*Activity:* Work through the records below and copy every line that includes "graph".

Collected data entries
---*---
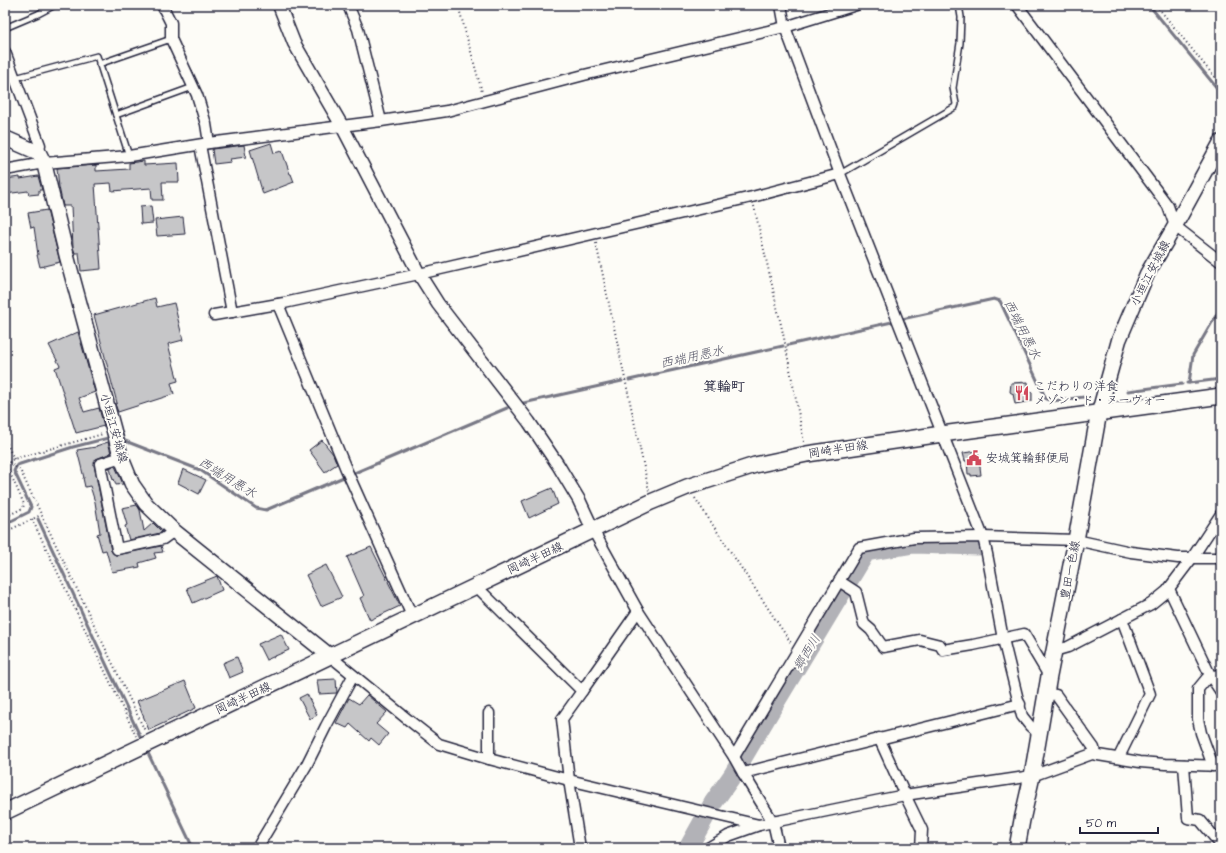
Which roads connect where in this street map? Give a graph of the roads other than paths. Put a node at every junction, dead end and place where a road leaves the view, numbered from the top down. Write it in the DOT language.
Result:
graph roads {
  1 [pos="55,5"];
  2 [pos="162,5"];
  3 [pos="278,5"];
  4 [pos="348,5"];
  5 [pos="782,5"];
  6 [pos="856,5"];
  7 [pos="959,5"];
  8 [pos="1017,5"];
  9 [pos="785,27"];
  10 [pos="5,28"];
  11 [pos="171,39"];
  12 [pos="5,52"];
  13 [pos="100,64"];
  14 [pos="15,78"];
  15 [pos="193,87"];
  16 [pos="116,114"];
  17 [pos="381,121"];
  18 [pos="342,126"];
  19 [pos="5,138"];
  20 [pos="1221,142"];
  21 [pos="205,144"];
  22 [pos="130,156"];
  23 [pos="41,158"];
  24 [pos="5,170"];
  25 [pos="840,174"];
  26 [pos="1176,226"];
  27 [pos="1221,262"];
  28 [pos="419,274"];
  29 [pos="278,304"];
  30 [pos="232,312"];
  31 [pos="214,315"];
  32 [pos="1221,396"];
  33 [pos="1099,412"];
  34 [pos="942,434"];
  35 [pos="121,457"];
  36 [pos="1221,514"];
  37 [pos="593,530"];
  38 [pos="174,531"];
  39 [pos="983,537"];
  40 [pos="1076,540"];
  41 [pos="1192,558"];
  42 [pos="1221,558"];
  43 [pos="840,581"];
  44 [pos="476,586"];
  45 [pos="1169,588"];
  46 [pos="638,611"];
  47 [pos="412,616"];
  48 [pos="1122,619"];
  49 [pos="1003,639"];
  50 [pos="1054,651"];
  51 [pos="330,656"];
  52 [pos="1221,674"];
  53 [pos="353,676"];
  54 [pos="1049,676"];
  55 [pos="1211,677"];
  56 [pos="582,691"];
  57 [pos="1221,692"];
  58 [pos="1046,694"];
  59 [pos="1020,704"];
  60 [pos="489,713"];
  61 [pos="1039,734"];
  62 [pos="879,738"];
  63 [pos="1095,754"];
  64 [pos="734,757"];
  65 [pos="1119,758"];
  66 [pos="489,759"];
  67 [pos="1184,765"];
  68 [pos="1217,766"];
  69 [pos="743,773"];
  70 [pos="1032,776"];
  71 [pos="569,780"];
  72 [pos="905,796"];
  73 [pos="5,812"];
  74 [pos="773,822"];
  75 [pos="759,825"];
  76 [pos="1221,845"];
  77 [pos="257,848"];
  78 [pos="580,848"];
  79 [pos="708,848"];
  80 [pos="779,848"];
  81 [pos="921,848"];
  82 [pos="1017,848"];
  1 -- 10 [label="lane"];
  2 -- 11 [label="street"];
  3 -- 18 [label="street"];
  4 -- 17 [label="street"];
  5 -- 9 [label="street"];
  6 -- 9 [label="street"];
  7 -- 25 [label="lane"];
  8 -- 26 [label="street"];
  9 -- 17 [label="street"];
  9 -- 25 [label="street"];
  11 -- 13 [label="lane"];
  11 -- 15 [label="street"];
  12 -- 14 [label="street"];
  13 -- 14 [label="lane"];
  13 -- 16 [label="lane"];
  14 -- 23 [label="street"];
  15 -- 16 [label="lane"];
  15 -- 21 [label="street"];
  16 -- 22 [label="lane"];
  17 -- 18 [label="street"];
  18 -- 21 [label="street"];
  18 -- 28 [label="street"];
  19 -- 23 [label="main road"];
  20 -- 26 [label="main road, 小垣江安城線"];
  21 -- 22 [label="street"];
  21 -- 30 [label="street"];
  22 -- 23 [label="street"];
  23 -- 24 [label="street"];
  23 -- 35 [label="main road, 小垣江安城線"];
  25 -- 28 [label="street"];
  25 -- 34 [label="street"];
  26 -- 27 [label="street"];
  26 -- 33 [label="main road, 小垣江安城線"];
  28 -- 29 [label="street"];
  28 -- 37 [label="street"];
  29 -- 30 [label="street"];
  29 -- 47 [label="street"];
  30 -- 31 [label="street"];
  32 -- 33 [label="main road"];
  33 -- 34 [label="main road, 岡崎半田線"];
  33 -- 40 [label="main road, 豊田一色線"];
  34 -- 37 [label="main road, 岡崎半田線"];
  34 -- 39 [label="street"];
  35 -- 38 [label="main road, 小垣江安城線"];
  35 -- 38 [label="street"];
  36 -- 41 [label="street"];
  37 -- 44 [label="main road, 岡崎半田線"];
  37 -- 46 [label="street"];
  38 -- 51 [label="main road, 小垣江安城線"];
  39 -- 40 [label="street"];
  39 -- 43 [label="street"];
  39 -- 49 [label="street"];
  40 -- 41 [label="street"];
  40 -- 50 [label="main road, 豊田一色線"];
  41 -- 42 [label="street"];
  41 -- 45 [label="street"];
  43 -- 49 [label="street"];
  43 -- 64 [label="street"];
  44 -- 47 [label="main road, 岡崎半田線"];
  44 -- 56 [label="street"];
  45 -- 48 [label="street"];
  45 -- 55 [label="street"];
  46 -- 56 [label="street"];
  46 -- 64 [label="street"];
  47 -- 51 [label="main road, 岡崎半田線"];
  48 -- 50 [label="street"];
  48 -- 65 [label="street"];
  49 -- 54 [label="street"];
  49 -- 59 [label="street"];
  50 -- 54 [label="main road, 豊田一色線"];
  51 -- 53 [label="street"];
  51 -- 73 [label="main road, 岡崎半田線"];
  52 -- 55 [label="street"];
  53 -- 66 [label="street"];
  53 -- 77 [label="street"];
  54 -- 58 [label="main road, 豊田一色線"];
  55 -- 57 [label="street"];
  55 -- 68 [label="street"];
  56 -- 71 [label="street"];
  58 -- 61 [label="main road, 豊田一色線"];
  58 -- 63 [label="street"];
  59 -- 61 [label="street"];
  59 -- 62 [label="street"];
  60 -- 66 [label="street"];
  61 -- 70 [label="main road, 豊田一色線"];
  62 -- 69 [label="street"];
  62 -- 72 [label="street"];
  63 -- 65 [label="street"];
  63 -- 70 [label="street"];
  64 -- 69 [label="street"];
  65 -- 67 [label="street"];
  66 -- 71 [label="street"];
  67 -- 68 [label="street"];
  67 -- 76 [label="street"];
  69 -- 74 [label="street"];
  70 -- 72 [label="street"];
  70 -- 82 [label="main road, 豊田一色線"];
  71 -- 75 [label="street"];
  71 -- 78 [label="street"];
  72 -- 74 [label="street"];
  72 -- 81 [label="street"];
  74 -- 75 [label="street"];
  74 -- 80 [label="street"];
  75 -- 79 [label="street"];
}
---*---
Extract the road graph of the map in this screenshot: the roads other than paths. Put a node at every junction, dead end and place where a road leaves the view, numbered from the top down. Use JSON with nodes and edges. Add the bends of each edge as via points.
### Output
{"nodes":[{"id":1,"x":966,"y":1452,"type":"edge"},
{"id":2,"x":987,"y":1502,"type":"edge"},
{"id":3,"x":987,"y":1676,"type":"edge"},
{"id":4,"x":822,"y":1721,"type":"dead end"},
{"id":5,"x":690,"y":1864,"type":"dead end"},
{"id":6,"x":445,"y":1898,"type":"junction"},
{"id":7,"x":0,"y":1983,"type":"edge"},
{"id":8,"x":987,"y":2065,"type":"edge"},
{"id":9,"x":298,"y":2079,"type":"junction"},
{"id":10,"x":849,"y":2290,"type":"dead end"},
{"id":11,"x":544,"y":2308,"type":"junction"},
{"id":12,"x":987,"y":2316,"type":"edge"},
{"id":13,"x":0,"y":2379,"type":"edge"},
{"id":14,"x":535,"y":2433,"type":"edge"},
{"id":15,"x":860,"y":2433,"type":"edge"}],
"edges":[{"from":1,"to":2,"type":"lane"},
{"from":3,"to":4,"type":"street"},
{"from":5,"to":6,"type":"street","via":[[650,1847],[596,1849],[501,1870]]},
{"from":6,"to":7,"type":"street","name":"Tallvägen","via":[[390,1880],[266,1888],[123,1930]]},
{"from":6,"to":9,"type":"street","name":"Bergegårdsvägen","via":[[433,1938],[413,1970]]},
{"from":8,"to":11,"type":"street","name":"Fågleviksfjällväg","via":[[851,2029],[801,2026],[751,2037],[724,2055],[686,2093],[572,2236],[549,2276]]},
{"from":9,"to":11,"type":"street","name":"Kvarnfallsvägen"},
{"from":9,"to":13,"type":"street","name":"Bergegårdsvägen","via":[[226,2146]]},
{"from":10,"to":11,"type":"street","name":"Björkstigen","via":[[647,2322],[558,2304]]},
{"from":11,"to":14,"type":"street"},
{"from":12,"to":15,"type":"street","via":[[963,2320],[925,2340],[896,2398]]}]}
---*---
*Reply:*
Which roads connect where in this street map? Give a graph of the roads other than paths. Put a node at every junction, dead end and place where a road leaves the view, numbered from the top down. Write it in the DOT language.
graph roads {
Extract the road graph of the map in this screenshot: the roads other than paths. Put a node at every junction, dead end and place where a road leaves the view, numbered from the top down. Use JSON with nodes and edges. Add the bends of each edge as via points.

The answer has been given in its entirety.